I. Dünya Savaşı’ndan sonra 1960 yılında başlayan yargılamalarda, suçlu görülen Nazi subayı Adolf Eichmann, Mossad ajanlarınca Arjantin’de yakalanıp geri getiriliyor. Mahkemenin yaklaşmakta olduğu günlerde Eichmann bir af mektubu yazıyor ve mektubunda daha sonraları çokça atıfta bulunulan ve pek çok bilimsel çalışmaya esin kaynağı olmuş bir ifadeye yer veriyor: “Biz yalnızca emirlere uyduk”. Mahkeme günü geldi. Yüzyılın dahi kadınlarından, şiddet ve şiddetin kaynağı üzerine çalışmalar yapan siyaset bilimci ve felsefeci Hannah Arent da orada. Daha sonraları, Gestapo şefi Heydrich’in emri altında Yahudi sorununu çözmek için özel olarak görevlendirilmiş Eichmann’ın yargılandığı davada kaleme aldıkları ile ilgili düşünceleri (Kötülüğün Sıradanlığı: Eichmann Kudüs’te kitabında yer alan “kötülüğün sıradanlığı” nitelemesi) bütün dünyada tartışılmasını sağlayacak. Eichmann mahkeme salonunda af ricasını bir kez daha tekrarlıyor: “Savaş sırasında yalnızca amirlere itaat ettik, kötülüğe alet olduk. Asıl sorumlu ben değilim”. Argümanı kabul görmeyen Eichmann 1962 senesinde idam ediliyor. Aynı günlerde ise Stanley Milgram, Yale Üniversitesi’nde Nazi suçlularının davranışlarını anlamaya çalışmakta.
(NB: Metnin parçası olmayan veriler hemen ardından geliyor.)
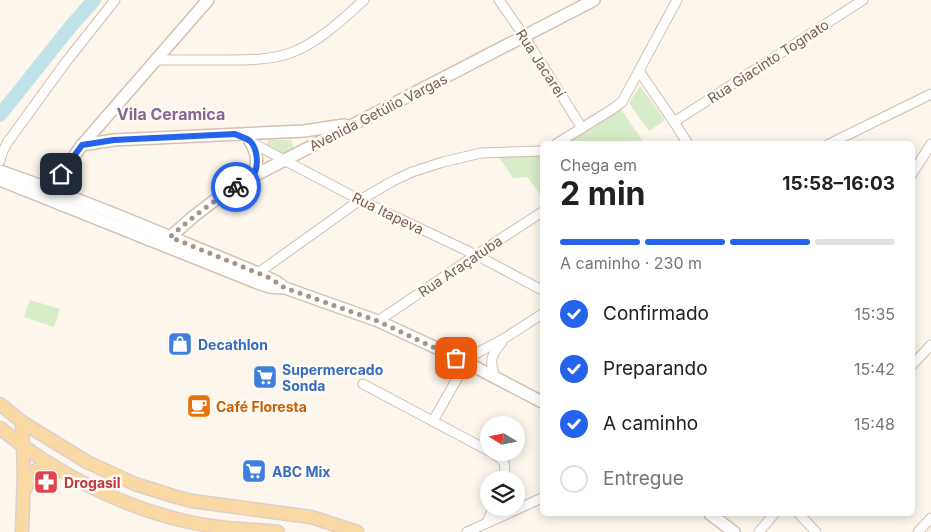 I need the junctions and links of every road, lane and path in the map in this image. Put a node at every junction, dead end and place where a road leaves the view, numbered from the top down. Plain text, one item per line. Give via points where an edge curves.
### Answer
1 (115, 0) edge
2 (208, 0) edge
3 (364, 0) edge
4 (499, 0) edge
5 (594, 0) edge
6 (677, 0) edge
7 (862, 0) edge
8 (524, 36) junction
9 (156, 60) junction
10 (639, 71) junction
11 (931, 94) edge
12 (107, 116) junction
13 (674, 122) junction
14 (354, 124) junction
15 (582, 128) junction
16 (235, 134) junction
17 (114, 140) junction
18 (250, 141) junction
19 (561, 141) edge
20 (686, 141) edge
21 (835, 141) edge
22 (931, 144) edge
23 (82, 145) junction
24 (540, 151) edge
25 (284, 160) junction
26 (0, 161) edge
27 (915, 169) edge
28 (0, 171) edge
29 (252, 177) junction
30 (0, 180) edge
31 (49, 194) junction
32 (360, 200) junction
33 (540, 213) edge
34 (170, 237) junction
35 (149, 240) junction
36 (476, 255) junction
37 (257, 278) junction
38 (540, 289) edge
39 (540, 315) edge
40 (378, 321) junction
41 (505, 338) junction
42 (931, 345) edge
43 (461, 360) junction
44 (915, 362) edge
45 (495, 377) junction
46 (363, 384) dead end
47 (540, 401) edge
48 (3, 406) edge
49 (433, 421) junction
50 (22, 422) junction
51 (0, 428) edge
52 (23, 447) junction
53 (480, 447) edge
54 (45, 461) junction
55 (24, 492) junction
56 (540, 499) edge
57 (490, 516) edge
58 (713, 516) edge
59 (772, 516) edge
60 (800, 516) edge
61 (931, 518) edge
62 (487, 523) junction
63 (22, 532) edge
64 (278, 532) edge
65 (357, 532) edge
66 (467, 532) edge
67 (734, 532) edge
68 (759, 532) edge
69 (816, 532) edge
70 (918, 532) edge

1 - 26 street via 7,143
2 - 9 street
3 - 9 street via 338,24 310,43 276,57
4 - 8 street, Rua Jacareí
5 - 8 street, Avenida Getúlio Vargas
6 - 10 street
7 - 13 street, Rua Giacinto Tognato
8 - 14 street, Avenida Getúlio Vargas
8 - 15 street, Rua Jacareí
9 - 12 street
10 - 13 street
10 - 15 street via 622,102
11 - 21 street
12 - 17 street via 107,128
12 - 23 street
13 - 20 street
14 - 16 street
14 - 25 street, Avenida Getúlio Vargas
15 - 19 street
16 - 17 street
16 - 18 street, Rua Itapeva
17 - 23 street
18 - 25 street, Rua Itapeva
18 - 29 street via 257,161
22 - 27 street
23 - 31 street
24 - 32 street via 481,153 443,162 406,175
25 - 29 street, Avenida Getúlio Vargas
25 - 32 street, Rua Itapeva
28 - 31 street
29 - 34 street, Avenida Getúlio Vargas via 215,200
30 - 31 street
31 - 34 street
31 - 35 street via 77,210
32 - 36 street, Rua Itapeva
32 - 37 street
33 - 36 street, Rua Araçatuba
34 - 35 street
34 - 37 street
35 - 37 street
36 - 38 street, Rua Itapeva
36 - 40 street, Rua Araçatuba
37 - 40 street via 269,287 285,288
39 - 41 street
40 - 43 street
41 - 43 street
41 - 45 street via 492,358
42 - 44 street
43 - 45 street
43 - 49 street
45 - 47 street
46 - 49 street
48 - 50 main road
49 - 53 street
50 - 52 main road
50 - 65 main road via 87,462 150,489 192,501 311,517
51 - 52 main road
52 - 54 main road
52 - 55 main road
54 - 55 main road via 30,478
54 - 64 main road via 105,493 149,511 196,524
55 - 63 main road
56 - 62 street
57 - 62 street
58 - 67 street
59 - 68 street
60 - 69 street
61 - 70 street
62 - 66 street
Psikoloji dünyasının yakından tanıdığı ünlü deneyde Milgram (1961), insanın otoriteye nasıl boyun eğdiği anlamaya çalıştı ve sözde öğrenme-bellek konulu deneyi tasarladı. Deneyin kilit noktası, deneklerin şahsi vicdanlarıyla çelişen unsurların varlığına karşı otoriteye nasıl boyun eğdiklerini gösterebilmekti. Milgram’ın deneyine ilham veren soru ise şu: “Soykırımın sonuçları, Eichmann ve benzerleri tarafından da benimsenmekte miydi, yoksa bu kişiler otoriteye boyun eğdikleri için mi soykırım yaptılar?”, “İtaat ettirilerek bir insana kendi ahlaki sistemi dışında neler yaptırılabilir?”.
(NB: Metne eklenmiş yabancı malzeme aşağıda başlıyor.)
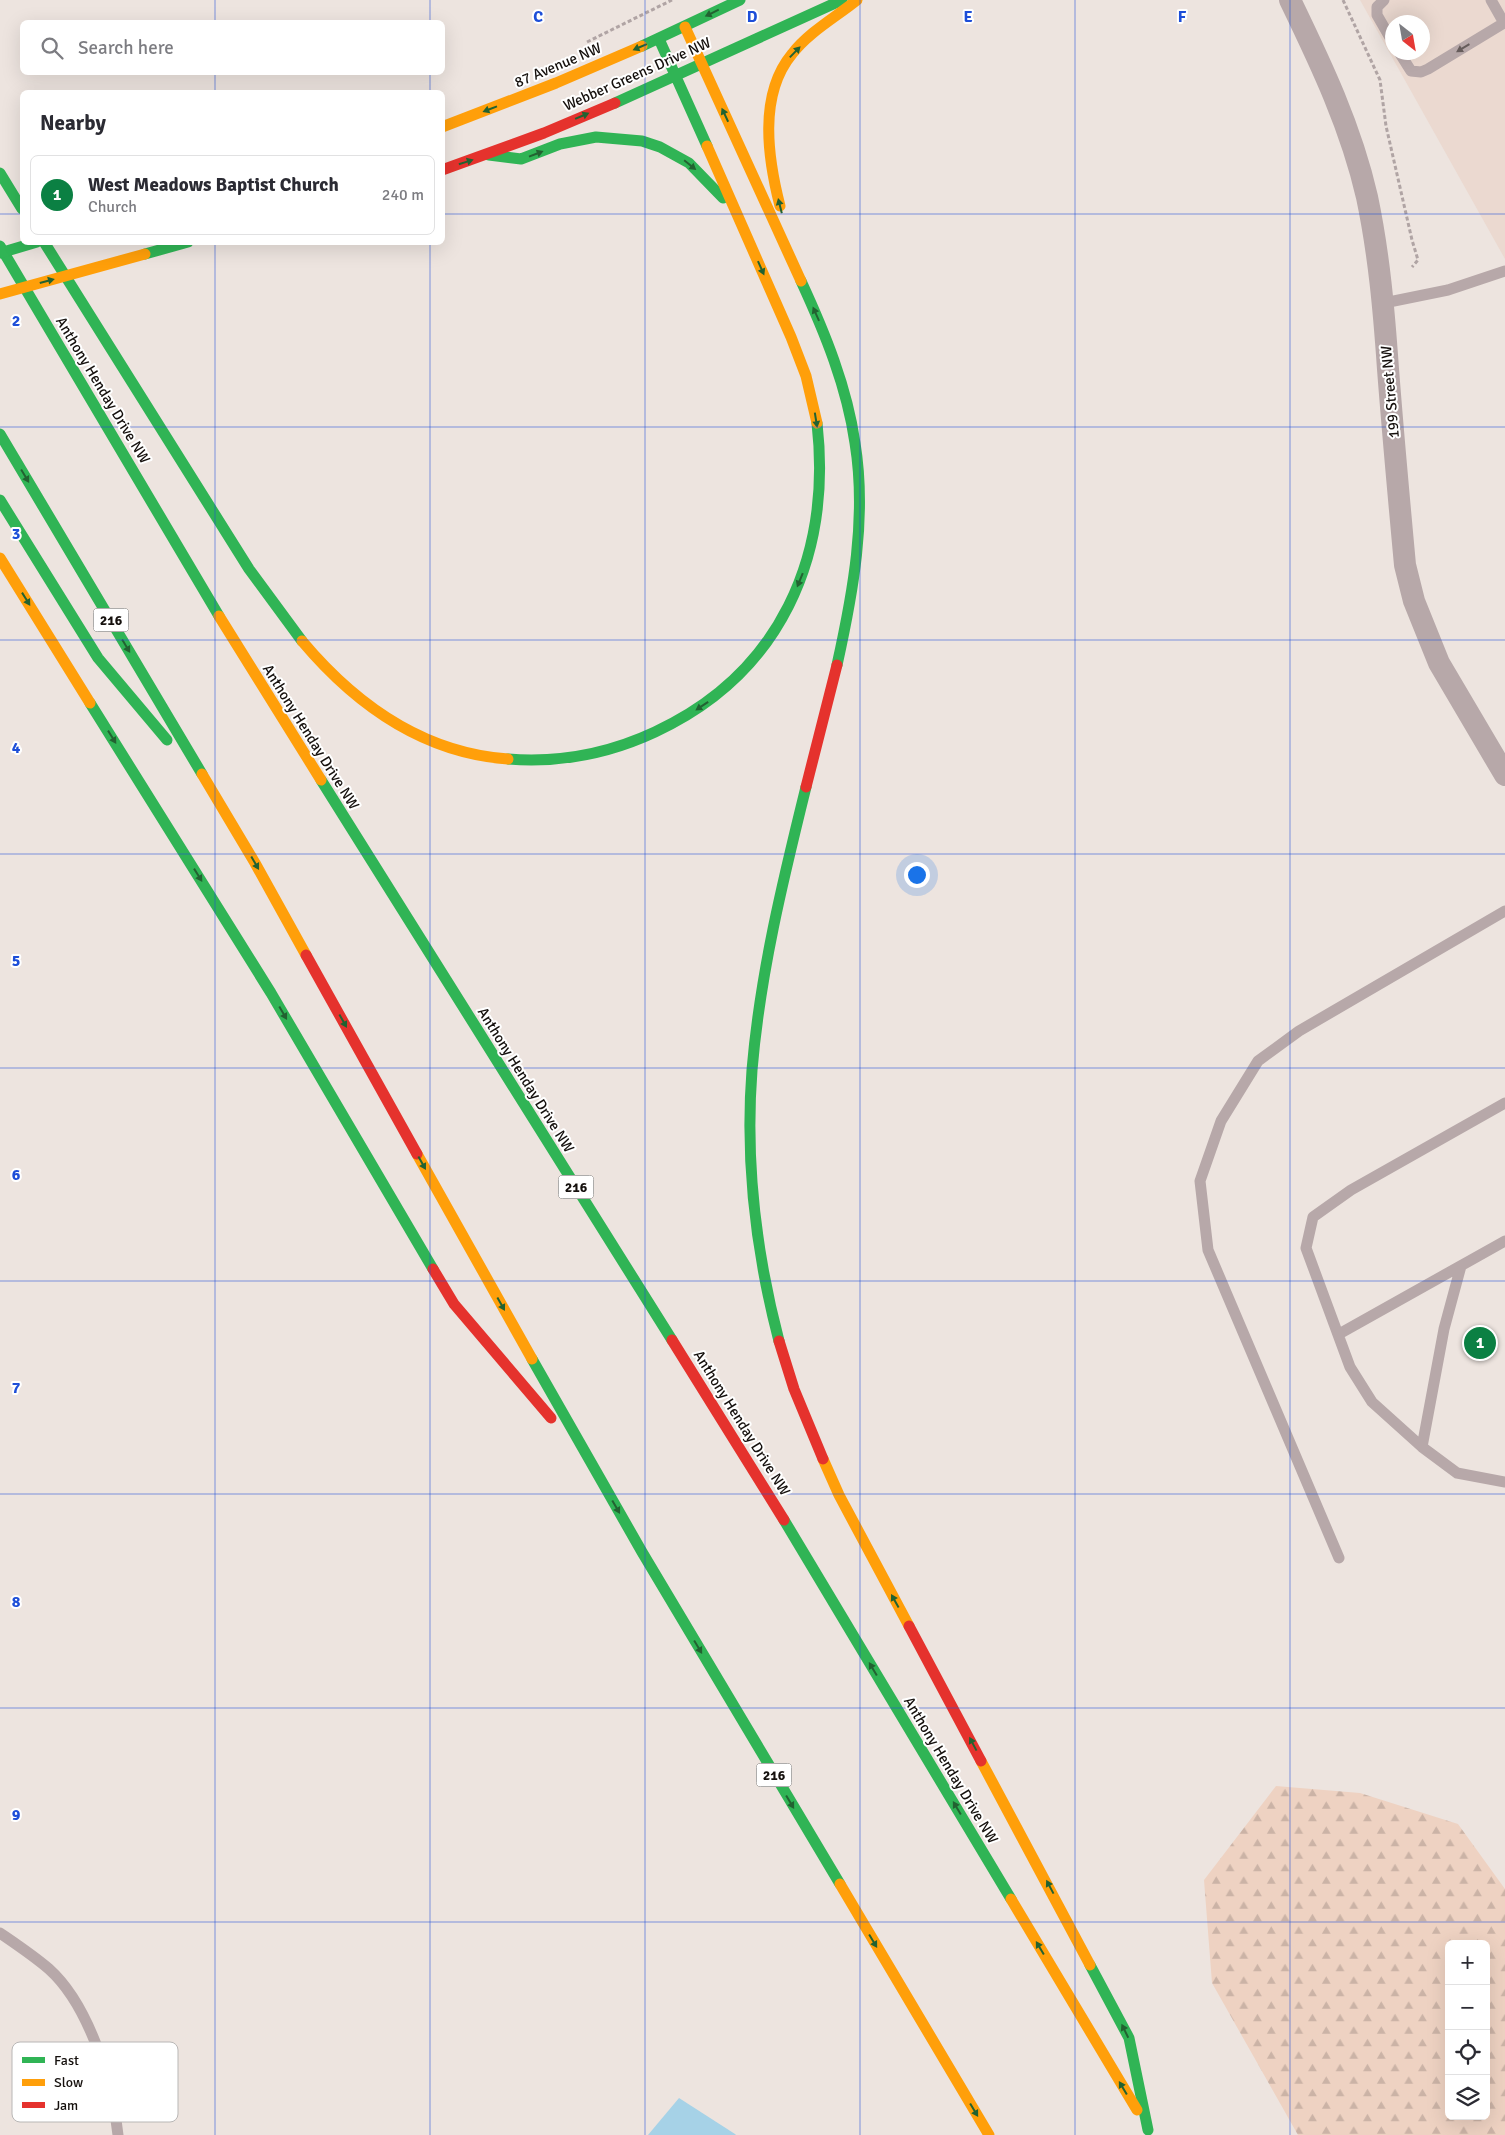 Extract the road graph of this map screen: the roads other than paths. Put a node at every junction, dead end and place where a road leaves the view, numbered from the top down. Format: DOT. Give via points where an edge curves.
graph roads {
  1 [pos="740,0"];
  2 [pos="842,0"];
  3 [pos="856,0"];
  4 [pos="1290,0"];
  5 [pos="1384,0"];
  6 [pos="1491,0"];
  7 [pos="1504,23"];
  8 [pos="684,27"];
  9 [pos="1385,29"];
  10 [pos="659,39"];
  11 [pos="1404,60"];
  12 [pos="701,63"];
  13 [pos="675,75"];
  14 [pos="445,126"];
  15 [pos="489,155"];
  16 [pos="445,169"];
  17 [pos="0,173"];
  18 [pos="20,205"];
  19 [pos="742,223"];
  20 [pos="26,245"];
  21 [pos="46,245"];
  22 [pos="178,245"];
  23 [pos="0,246"];
  24 [pos="0,252"];
  25 [pos="796,270"];
  26 [pos="1505,272"];
  27 [pos="0,294"];
  28 [pos="1384,303"];
  29 [pos="0,434"];
  30 [pos="0,500"];
  31 [pos="0,558"];
  32 [pos="1505,775"];
  33 [pos="222,806"];
  34 [pos="1505,911"];
  35 [pos="1505,1103"];
  36 [pos="1505,1241"];
  37 [pos="1461,1266"];
  38 [pos="1339,1334"];
  39 [pos="1422,1447"];
  40 [pos="592,1464"];
  41 [pos="1505,1482"];
  42 [pos="1339,1558"];
  43 [pos="0,1933"];
  44 [pos="94,2042"];
  45 [pos="115,2122"];
  46 [pos="1150,2132"];
  47 [pos="118,2135"];
  48 [pos="989,2135"];
  1 -- 8 [label="main road, Webber Greens Drive NW, one-way"];
  2 -- 12 [label="main road, Webber Greens Drive NW"];
  25 -- 3 [label="main road, one-way" via="772,176 768,127 774,93 793,52"];
  4 -- 28 [label="street, 199 Street NW" via="1322,64 1353,147 1375,239"];
  5 -- 9 [label="lane" via="1377,7 1377,15"];
  6 -- 7 [label="lane"];
  7 -- 11 [label="lane, one-way" via="1421,72 1412,71"];
  8 -- 10 [label="main road, 87 Avenue NW"];
  8 -- 12 [label="main road"];
  10 -- 13 [label="main road"];
  10 -- 14 [label="main road, 87 Avenue NW, one-way" via="523,97"];
  12 -- 13 [label="main road, Webber Greens Drive NW"];
  25 -- 12 [label="main road, one-way"];
  15 -- 13 [label="main road, Webber Greens Drive NW, one-way"];
  13 -- 19 [label="main road"];
  16 -- 15 [label="main road, Webber Greens Drive NW, one-way"];
  15 -- 19 [label="main road, one-way" via="521,160 560,144 596,137 642,141 689,163 719,192"];
  17 -- 18 [label="main road"];
  19 -- 21 [label="main road, one-way" via="788,329 815,414 820,492 817,519 803,574 791,603 760,651 714,697 655,734 620,748 557,760 523,761 488,756 426,740 370,708 317,659 255,580"];
  20 -- 24 [label="main road, bridge"];
  27 -- 22 [label="main road, one-way, bridge"];
  46 -- 23 [label="main road, Anthony Henday Drive NW / 216, one-way" via="739,1446 244,658"];
  46 -- 25 [label="main road, one-way" via="1129,2038 859,1536 824,1462 784,1357 760,1258 750,1149 752,1072 758,1021 783,882 840,653 853,587 859,529 859,473 853,427 830,350"];
  26 -- 28 [label="lane" via="1441,292"];
  28 -- 32 [label="street, 199 Street NW" via="1405,565 1414,601 1439,663"];
  29 -- 33 [label="main road, 216, one-way"];
  30 -- 33 [label="main road" via="98,658"];
  31 -- 40 [label="main road, one-way" via="271,993 454,1304"];
  33 -- 40 [label="main road, 216, one-way"];
  34 -- 42 [label="lane" via="1299,1031 1258,1060 1221,1121 1200,1181 1208,1250"];
  35 -- 38 [label="lane" via="1351,1190 1313,1217 1306,1248"];
  36 -- 37 [label="lane"];
  37 -- 38 [label="lane"];
  37 -- 39 [label="lane" via="1444,1329"];
  38 -- 39 [label="lane" via="1350,1367 1372,1402"];
  39 -- 41 [label="lane" via="1457,1473"];
  40 -- 48 [label="main road, 216, one-way"];
  43 -- 44 [label="lane" via="50,1970 76,2002"];
  45 -- 47 [label="lane"];
}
Deneye kısaca yer verecek olursak; Milgram, deneye katılmaları için para ödenen deneklere öğrenmede cezanın etkisi konulu bir çalışmanın parçası olacaklarını söyleyip onları (hileli bir kura ile) öğretmen, kendi adamını ise öğrenci rolüne sokup, öğrenciyi sesinin duyulabileceği ama kendisinin görülemeyeceği ayrı bir odaya koydu. Deney boyunca öğrenciye sorular sorulacak ve bilemediği sorularda öğretmenin düğmeye basması ile artan dozlarda elektrik şoku ile cezalandırılacaktı (aslında şok yok). Öğretmene deneyin başında düşük akımlı bir şok uygulanarak öğrenciye nasıl bir ceza veriyor olduğu hakkında fikir de verilmiştir. 15 volttan başlayan elektrik akımında limit 450 volttur. Öğrencilerin önceden kaydedilen çığlıkları deney esnasında, elektrik şoku verildikçe öğretmenlere dinletilmektedir. Öğretmen ve öğrenci rollerinin gerçek kura ile belirlendiğini sanan denek öğretmenler, onların yerinde kendilerinin de bulunabileceğinin farkındadır. Yine de deneyin sonuçlarına baktığımızda, 40 denekten hiçbiri 300 volttan önce deneyi terk etmez. Deneklerin %65’i (40 denekten 24’ü) öğrencilere 450 volta kadar elektrik vermiş, deneklerin çoğunun bunu yaptıklarına inanamadıkları, bunu yapmaktan rahatsızlık duydukları gözlenmiştir. Hiç bir yaptırımı olmadığı halde otoriteye uyum sağlandığı ortaya çıkmıştır. Buna göre kişinin kendisini bir araç olarak görmesine bağlı olarak kendi başlarınayken belki de yapmayacakları şiddet içerikli eylemlerin otoritenin emri altındayken yapabilecekleri sonucu çıkmaktadır. Elbette kişinin otorite altında da olsa gerçekleştirdiği eylemin meşruiyet kazanması söz konusu değildir. Ancak olası durumlarda otoritenin etkililiğini anlamak açısından değerlidir.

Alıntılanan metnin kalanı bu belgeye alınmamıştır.